▸ **Stored data**:
◇ ◇ ◇ ◇ ◇ ◇ ◇

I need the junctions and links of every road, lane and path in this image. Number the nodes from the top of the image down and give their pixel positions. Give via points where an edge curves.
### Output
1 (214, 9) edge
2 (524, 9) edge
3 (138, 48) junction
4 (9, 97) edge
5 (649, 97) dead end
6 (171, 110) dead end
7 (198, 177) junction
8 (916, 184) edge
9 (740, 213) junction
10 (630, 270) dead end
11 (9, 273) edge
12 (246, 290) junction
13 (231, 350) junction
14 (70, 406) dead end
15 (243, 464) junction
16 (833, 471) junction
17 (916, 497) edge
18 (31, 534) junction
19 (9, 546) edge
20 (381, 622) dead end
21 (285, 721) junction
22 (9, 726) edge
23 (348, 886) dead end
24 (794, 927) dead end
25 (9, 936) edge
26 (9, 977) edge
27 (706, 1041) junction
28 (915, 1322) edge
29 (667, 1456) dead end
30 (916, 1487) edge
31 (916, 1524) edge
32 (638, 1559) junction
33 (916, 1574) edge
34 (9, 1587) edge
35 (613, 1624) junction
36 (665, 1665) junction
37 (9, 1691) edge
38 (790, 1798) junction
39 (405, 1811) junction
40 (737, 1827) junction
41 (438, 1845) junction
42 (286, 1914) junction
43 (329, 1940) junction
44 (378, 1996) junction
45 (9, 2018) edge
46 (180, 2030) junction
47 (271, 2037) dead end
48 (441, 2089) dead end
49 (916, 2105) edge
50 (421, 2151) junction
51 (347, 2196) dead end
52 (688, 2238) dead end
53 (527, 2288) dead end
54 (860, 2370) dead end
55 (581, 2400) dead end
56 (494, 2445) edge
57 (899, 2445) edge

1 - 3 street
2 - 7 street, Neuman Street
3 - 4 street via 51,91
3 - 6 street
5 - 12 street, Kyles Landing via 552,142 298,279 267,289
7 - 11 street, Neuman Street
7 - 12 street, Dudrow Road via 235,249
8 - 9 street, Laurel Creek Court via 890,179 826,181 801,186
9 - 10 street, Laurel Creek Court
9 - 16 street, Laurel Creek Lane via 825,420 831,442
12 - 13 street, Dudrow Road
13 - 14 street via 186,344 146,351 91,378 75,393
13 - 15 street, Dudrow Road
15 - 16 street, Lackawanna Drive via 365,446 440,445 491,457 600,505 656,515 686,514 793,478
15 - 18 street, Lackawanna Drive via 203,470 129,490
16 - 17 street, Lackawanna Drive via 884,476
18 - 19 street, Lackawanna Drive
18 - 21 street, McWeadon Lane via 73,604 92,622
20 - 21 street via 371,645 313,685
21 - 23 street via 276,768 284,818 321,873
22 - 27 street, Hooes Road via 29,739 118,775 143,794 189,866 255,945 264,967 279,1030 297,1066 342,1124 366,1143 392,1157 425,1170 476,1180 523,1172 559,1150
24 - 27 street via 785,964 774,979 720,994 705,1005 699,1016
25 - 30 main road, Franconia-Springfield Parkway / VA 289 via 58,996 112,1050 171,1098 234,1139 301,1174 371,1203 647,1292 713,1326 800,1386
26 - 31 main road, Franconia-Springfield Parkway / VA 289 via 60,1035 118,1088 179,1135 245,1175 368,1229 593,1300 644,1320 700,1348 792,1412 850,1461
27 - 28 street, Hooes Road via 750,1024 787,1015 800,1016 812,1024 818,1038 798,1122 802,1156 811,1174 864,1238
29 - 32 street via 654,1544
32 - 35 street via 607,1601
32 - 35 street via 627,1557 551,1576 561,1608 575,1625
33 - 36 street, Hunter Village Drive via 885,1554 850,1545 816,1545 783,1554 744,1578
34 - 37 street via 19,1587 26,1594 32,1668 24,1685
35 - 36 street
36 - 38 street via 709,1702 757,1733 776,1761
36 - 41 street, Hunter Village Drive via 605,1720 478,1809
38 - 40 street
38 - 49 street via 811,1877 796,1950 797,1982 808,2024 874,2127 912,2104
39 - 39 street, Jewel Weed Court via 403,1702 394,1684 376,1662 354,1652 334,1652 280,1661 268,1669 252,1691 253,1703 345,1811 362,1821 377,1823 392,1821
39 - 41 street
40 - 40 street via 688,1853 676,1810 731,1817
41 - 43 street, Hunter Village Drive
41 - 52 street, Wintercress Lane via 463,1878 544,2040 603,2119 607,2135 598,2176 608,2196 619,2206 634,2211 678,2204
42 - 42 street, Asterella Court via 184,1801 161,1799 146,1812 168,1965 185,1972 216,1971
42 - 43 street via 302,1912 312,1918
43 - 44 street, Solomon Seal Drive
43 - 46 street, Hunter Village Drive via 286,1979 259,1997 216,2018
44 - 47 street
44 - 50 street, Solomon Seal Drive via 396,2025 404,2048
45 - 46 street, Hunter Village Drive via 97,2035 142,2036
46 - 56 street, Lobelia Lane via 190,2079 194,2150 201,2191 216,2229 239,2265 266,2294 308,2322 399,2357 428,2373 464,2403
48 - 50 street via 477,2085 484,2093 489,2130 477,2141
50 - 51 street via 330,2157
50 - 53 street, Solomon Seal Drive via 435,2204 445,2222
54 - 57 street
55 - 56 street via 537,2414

◇ ◇ ◇ ◇ ◇ ◇ ◇

▸ **What to work on**: Retype each line above, keeping every character.

▸ **Reply**:
I need the junctions and links of every road, lane and path in this image. Number the nodes from the top of the image down and give their pixel positions. Give via points where an edge curves.
### Output
1 (214, 9) edge
2 (524, 9) edge
3 (138, 48) junction
4 (9, 97) edge
5 (649, 97) dead end
6 (171, 110) dead end
7 (198, 177) junction
8 (916, 184) edge
9 (740, 213) junction
10 (630, 270) dead end
11 (9, 273) edge
12 (246, 290) junction
13 (231, 350) junction
14 (70, 406) dead end
15 (243, 464) junction
16 (833, 471) junction
17 (916, 497) edge
18 (31, 534) junction
19 (9, 546) edge
20 (381, 622) dead end
21 (285, 721) junction
22 (9, 726) edge
23 (348, 886) dead end
24 (794, 927) dead end
25 (9, 936) edge
26 (9, 977) edge
27 (706, 1041) junction
28 (915, 1322) edge
29 (667, 1456) dead end
30 (916, 1487) edge
31 (916, 1524) edge
32 (638, 1559) junction
33 (916, 1574) edge
34 (9, 1587) edge
35 (613, 1624) junction
36 (665, 1665) junction
37 (9, 1691) edge
38 (790, 1798) junction
39 (405, 1811) junction
40 (737, 1827) junction
41 (438, 1845) junction
42 (286, 1914) junction
43 (329, 1940) junction
44 (378, 1996) junction
45 (9, 2018) edge
46 (180, 2030) junction
47 (271, 2037) dead end
48 (441, 2089) dead end
49 (916, 2105) edge
50 (421, 2151) junction
51 (347, 2196) dead end
52 (688, 2238) dead end
53 (527, 2288) dead end
54 (860, 2370) dead end
55 (581, 2400) dead end
56 (494, 2445) edge
57 (899, 2445) edge

1 - 3 street
2 - 7 street, Neuman Street
3 - 4 street via 51,91
3 - 6 street
5 - 12 street, Kyles Landing via 552,142 298,279 267,289
7 - 11 street, Neuman Street
7 - 12 street, Dudrow Road via 235,249
8 - 9 street, Laurel Creek Court via 890,179 826,181 801,186
9 - 10 street, Laurel Creek Court
9 - 16 street, Laurel Creek Lane via 825,420 831,442
12 - 13 street, Dudrow Road
13 - 14 street via 186,344 146,351 91,378 75,393
13 - 15 street, Dudrow Road
15 - 16 street, Lackawanna Drive via 365,446 440,445 491,457 600,505 656,515 686,514 793,478
15 - 18 street, Lackawanna Drive via 203,470 129,490
16 - 17 street, Lackawanna Drive via 884,476
18 - 19 street, Lackawanna Drive
18 - 21 street, McWeadon Lane via 73,604 92,622
20 - 21 street via 371,645 313,685
21 - 23 street via 276,768 284,818 321,873
22 - 27 street, Hooes Road via 29,739 118,775 143,794 189,866 255,945 264,967 279,1030 297,1066 342,1124 366,1143 392,1157 425,1170 476,1180 523,1172 559,1150
24 - 27 street via 785,964 774,979 720,994 705,1005 699,1016
25 - 30 main road, Franconia-Springfield Parkway / VA 289 via 58,996 112,1050 171,1098 234,1139 301,1174 371,1203 647,1292 713,1326 800,1386
26 - 31 main road, Franconia-Springfield Parkway / VA 289 via 60,1035 118,1088 179,1135 245,1175 368,1229 593,1300 644,1320 700,1348 792,1412 850,1461
27 - 28 street, Hooes Road via 750,1024 787,1015 800,1016 812,1024 818,1038 798,1122 802,1156 811,1174 864,1238
29 - 32 street via 654,1544
32 - 35 street via 607,1601
32 - 35 street via 627,1557 551,1576 561,1608 575,1625
33 - 36 street, Hunter Village Drive via 885,1554 850,1545 816,1545 783,1554 744,1578
34 - 37 street via 19,1587 26,1594 32,1668 24,1685
35 - 36 street
36 - 38 street via 709,1702 757,1733 776,1761
36 - 41 street, Hunter Village Drive via 605,1720 478,1809
38 - 40 street
38 - 49 street via 811,1877 796,1950 797,1982 808,2024 874,2127 912,2104
39 - 39 street, Jewel Weed Court via 403,1702 394,1684 376,1662 354,1652 334,1652 280,1661 268,1669 252,1691 253,1703 345,1811 362,1821 377,1823 392,1821
39 - 41 street
40 - 40 street via 688,1853 676,1810 731,1817
41 - 43 street, Hunter Village Drive
41 - 52 street, Wintercress Lane via 463,1878 544,2040 603,2119 607,2135 598,2176 608,2196 619,2206 634,2211 678,2204
42 - 42 street, Asterella Court via 184,1801 161,1799 146,1812 168,1965 185,1972 216,1971
42 - 43 street via 302,1912 312,1918
43 - 44 street, Solomon Seal Drive
43 - 46 street, Hunter Village Drive via 286,1979 259,1997 216,2018
44 - 47 street
44 - 50 street, Solomon Seal Drive via 396,2025 404,2048
45 - 46 street, Hunter Village Drive via 97,2035 142,2036
46 - 56 street, Lobelia Lane via 190,2079 194,2150 201,2191 216,2229 239,2265 266,2294 308,2322 399,2357 428,2373 464,2403
48 - 50 street via 477,2085 484,2093 489,2130 477,2141
50 - 51 street via 330,2157
50 - 53 street, Solomon Seal Drive via 435,2204 445,2222
54 - 57 street
55 - 56 street via 537,2414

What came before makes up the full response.